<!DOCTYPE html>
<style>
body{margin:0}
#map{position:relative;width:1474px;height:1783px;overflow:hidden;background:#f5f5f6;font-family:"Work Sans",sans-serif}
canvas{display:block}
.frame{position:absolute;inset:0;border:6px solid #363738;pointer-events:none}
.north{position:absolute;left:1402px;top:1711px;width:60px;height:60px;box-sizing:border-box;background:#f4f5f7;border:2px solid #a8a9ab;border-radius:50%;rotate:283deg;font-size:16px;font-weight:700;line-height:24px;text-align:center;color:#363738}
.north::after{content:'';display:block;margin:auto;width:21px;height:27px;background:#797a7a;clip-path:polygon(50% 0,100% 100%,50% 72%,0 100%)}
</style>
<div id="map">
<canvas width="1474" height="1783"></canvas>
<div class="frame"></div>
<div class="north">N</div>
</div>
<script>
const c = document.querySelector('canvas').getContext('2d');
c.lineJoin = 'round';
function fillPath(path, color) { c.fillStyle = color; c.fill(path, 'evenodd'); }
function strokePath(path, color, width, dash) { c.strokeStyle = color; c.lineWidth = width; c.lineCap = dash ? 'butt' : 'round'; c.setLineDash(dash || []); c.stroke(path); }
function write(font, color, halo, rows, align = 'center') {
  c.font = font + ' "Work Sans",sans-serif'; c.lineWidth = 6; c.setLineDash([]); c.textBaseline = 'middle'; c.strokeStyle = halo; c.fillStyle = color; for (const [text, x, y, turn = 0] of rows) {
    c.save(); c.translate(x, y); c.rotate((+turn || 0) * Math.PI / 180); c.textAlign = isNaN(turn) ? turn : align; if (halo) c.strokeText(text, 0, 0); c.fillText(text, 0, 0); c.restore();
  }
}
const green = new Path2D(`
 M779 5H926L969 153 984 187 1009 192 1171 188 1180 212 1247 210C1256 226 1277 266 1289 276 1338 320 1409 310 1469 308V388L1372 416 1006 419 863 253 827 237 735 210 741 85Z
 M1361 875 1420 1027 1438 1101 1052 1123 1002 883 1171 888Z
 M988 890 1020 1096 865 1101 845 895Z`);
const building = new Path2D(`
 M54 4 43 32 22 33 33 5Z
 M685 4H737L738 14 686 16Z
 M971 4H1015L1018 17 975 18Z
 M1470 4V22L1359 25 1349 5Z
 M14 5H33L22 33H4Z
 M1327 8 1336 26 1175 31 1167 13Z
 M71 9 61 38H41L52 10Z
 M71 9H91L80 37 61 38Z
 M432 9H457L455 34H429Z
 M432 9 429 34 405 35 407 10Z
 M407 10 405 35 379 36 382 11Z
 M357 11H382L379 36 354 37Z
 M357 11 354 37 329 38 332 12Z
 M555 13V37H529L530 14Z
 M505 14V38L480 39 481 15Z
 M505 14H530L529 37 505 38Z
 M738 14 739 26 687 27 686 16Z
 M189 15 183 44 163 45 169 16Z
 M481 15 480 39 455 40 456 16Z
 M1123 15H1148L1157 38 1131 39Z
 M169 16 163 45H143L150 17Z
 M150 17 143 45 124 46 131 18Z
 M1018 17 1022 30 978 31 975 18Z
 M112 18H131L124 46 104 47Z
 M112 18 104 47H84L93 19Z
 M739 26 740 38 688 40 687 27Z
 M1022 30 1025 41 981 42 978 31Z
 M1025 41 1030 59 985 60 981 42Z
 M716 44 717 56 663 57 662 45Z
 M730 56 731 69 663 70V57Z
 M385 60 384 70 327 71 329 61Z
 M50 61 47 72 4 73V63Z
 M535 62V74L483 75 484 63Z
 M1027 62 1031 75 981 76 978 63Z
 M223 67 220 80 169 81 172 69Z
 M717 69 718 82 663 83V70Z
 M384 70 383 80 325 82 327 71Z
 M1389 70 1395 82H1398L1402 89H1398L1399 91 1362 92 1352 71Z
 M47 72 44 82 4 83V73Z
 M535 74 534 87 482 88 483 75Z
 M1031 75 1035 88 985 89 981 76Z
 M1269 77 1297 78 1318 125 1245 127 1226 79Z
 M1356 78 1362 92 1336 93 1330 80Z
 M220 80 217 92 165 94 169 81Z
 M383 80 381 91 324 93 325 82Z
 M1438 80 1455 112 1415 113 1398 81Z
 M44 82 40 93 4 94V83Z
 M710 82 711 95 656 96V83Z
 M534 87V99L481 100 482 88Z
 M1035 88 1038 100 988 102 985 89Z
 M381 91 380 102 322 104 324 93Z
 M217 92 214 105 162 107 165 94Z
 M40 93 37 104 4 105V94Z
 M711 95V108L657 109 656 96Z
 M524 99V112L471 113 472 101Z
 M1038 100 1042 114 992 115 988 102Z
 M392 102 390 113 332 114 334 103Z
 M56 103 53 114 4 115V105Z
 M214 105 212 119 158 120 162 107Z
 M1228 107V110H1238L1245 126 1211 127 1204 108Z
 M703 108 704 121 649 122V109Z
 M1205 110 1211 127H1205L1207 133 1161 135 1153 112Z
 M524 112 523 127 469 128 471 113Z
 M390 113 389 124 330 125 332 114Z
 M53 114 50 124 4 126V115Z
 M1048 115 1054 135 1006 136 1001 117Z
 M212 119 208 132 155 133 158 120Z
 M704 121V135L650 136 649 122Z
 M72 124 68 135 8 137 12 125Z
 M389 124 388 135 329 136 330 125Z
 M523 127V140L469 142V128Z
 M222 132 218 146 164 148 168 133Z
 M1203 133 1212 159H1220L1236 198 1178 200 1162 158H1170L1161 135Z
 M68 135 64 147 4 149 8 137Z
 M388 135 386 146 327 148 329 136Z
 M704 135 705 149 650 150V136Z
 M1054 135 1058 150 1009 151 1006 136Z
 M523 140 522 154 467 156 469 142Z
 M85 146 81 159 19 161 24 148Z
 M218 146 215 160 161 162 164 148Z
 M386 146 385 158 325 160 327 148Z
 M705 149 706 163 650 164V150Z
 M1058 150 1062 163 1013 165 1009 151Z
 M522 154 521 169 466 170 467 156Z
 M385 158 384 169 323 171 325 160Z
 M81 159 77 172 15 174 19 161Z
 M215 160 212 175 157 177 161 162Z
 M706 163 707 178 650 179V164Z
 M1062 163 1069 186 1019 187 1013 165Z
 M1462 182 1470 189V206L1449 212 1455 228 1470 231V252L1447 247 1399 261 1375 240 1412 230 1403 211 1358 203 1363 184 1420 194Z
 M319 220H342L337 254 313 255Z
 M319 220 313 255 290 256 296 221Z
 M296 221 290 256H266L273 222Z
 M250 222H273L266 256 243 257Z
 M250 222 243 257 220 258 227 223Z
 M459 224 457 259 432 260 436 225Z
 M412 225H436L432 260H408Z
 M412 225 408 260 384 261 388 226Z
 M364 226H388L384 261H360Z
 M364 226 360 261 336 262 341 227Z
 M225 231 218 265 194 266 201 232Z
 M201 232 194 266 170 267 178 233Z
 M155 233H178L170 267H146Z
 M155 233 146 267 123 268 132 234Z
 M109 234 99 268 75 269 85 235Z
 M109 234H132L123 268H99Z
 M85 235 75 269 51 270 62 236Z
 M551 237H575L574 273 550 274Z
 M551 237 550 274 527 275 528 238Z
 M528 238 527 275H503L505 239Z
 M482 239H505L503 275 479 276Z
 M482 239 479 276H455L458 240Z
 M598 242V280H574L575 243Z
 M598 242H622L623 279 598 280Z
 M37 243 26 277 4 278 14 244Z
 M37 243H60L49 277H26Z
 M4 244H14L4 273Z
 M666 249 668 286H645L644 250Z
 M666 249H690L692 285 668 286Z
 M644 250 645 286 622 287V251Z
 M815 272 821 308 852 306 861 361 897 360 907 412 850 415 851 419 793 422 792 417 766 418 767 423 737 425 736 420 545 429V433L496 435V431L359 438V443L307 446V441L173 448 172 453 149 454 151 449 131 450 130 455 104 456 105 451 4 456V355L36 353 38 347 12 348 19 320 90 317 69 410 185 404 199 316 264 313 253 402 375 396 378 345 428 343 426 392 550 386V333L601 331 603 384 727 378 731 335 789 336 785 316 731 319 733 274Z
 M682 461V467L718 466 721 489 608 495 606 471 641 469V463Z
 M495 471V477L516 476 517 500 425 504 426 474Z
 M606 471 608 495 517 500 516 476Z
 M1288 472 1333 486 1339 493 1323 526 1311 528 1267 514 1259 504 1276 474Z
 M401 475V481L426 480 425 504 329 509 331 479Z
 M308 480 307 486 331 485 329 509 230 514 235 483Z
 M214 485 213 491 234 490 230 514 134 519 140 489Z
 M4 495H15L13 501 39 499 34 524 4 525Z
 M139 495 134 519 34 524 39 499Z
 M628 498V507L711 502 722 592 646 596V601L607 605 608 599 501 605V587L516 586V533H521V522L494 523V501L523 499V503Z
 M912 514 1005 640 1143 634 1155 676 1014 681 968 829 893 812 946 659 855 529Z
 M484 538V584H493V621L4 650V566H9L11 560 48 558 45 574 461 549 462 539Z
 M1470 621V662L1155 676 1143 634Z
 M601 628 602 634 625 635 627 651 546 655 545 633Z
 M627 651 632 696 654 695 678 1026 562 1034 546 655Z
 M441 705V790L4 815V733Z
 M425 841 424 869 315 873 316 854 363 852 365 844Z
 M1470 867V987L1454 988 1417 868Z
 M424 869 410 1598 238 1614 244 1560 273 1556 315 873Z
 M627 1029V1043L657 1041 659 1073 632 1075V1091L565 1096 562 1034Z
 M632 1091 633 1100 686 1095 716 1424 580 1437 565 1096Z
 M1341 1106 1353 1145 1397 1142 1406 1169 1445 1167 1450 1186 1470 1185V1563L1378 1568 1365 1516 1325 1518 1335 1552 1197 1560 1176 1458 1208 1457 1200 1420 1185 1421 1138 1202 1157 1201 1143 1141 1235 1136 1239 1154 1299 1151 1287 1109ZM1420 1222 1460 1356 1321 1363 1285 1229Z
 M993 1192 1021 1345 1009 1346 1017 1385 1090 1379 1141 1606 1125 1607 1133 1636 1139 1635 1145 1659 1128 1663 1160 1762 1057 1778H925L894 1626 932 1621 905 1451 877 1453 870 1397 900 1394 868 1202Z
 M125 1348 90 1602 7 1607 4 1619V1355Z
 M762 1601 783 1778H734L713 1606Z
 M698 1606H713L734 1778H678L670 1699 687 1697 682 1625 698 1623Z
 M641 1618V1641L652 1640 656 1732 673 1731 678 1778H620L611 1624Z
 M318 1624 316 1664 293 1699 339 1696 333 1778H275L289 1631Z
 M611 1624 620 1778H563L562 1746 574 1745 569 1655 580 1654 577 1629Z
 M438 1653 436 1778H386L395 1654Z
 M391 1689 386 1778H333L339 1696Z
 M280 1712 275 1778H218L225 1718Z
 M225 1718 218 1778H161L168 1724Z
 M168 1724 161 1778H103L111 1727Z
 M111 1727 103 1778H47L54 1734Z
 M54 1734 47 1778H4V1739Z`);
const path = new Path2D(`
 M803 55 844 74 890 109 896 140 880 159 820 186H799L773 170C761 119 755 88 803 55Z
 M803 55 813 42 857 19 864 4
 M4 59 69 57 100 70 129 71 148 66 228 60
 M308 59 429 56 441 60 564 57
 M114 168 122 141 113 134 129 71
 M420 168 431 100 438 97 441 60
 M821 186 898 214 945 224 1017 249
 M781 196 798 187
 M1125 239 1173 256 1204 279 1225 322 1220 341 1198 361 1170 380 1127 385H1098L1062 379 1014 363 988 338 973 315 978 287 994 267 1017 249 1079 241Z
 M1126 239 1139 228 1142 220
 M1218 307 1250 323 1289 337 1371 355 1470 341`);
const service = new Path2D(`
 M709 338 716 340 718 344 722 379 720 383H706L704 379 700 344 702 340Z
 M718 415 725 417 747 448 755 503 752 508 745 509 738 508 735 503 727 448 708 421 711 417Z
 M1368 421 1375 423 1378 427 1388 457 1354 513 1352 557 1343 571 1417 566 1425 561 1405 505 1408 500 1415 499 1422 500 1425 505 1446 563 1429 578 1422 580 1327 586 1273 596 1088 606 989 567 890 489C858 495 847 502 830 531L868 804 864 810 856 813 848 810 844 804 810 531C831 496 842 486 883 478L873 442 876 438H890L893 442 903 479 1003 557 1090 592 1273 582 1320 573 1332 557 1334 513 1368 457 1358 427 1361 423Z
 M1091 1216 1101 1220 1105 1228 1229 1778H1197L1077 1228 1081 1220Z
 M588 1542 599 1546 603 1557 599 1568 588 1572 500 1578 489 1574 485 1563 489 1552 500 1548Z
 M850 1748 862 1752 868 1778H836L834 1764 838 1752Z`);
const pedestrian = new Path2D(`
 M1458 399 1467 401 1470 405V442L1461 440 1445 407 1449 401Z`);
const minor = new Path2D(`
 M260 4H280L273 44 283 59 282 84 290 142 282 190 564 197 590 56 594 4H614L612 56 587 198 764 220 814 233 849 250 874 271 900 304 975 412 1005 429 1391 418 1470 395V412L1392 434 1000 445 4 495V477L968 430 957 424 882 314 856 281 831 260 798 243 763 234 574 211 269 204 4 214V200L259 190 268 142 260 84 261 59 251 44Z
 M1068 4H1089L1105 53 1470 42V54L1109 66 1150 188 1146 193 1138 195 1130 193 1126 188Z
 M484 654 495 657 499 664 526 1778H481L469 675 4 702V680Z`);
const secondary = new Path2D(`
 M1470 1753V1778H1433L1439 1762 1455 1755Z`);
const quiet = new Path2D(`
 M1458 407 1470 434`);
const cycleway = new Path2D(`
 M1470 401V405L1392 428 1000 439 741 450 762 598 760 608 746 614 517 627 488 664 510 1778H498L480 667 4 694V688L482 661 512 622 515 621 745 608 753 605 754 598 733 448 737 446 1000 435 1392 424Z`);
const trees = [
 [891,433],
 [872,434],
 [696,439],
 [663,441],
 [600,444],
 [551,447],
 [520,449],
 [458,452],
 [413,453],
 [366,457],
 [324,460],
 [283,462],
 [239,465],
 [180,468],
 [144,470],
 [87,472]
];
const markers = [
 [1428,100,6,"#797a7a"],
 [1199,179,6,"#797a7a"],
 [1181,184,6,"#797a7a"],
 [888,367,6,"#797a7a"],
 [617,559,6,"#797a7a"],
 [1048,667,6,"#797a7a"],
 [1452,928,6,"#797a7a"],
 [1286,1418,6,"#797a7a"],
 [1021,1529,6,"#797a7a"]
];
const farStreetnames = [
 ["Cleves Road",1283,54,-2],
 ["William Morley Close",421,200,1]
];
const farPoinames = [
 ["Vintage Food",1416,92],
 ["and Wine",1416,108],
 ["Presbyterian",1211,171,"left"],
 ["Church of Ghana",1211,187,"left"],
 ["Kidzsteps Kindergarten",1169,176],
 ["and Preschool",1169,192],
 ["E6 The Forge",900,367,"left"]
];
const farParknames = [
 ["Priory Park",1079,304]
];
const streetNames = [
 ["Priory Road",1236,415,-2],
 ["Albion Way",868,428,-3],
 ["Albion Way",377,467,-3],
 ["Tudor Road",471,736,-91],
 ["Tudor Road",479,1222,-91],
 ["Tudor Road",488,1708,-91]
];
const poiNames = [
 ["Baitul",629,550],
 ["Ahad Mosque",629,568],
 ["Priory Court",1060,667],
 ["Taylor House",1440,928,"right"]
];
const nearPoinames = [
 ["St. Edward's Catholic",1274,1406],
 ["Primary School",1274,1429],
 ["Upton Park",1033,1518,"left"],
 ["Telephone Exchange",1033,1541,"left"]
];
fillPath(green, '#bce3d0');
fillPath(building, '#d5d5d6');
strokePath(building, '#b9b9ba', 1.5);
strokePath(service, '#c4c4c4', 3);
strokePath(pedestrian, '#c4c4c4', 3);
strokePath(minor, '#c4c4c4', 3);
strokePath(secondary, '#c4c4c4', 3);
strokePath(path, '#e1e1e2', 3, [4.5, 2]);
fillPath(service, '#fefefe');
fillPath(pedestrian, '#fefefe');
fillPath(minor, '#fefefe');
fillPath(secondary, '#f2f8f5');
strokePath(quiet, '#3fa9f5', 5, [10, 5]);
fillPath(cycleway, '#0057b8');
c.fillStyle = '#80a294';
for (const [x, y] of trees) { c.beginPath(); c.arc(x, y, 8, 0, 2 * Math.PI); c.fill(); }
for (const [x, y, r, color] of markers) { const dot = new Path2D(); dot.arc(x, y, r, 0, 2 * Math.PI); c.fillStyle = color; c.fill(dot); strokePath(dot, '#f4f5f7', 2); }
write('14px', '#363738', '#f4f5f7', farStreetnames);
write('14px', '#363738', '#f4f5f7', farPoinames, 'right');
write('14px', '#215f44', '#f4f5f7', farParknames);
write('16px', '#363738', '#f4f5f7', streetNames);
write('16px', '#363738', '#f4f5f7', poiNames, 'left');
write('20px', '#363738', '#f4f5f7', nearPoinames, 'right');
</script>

• • • • • • •

== PROBLEM STATEMENT ==
For each line in the data that contains the string "setLineDash", give a copy of that line.

== ANSWER SPACE ==
function strokePath(path, color, width, dash) { c.strokeStyle = color; c.lineWidth = width; c.lineCap = dash ? 'butt' : 'round'; c.setLineDash(dash || []); c.stroke(path); }
  c.font = font + ' "Work Sans",sans-serif'; c.lineWidth = 6; c.setLineDash([]); c.textBaseline = 'middle'; c.strokeStyle = halo; c.fillStyle = color; for (const [text, x, y, turn = 0] of rows) {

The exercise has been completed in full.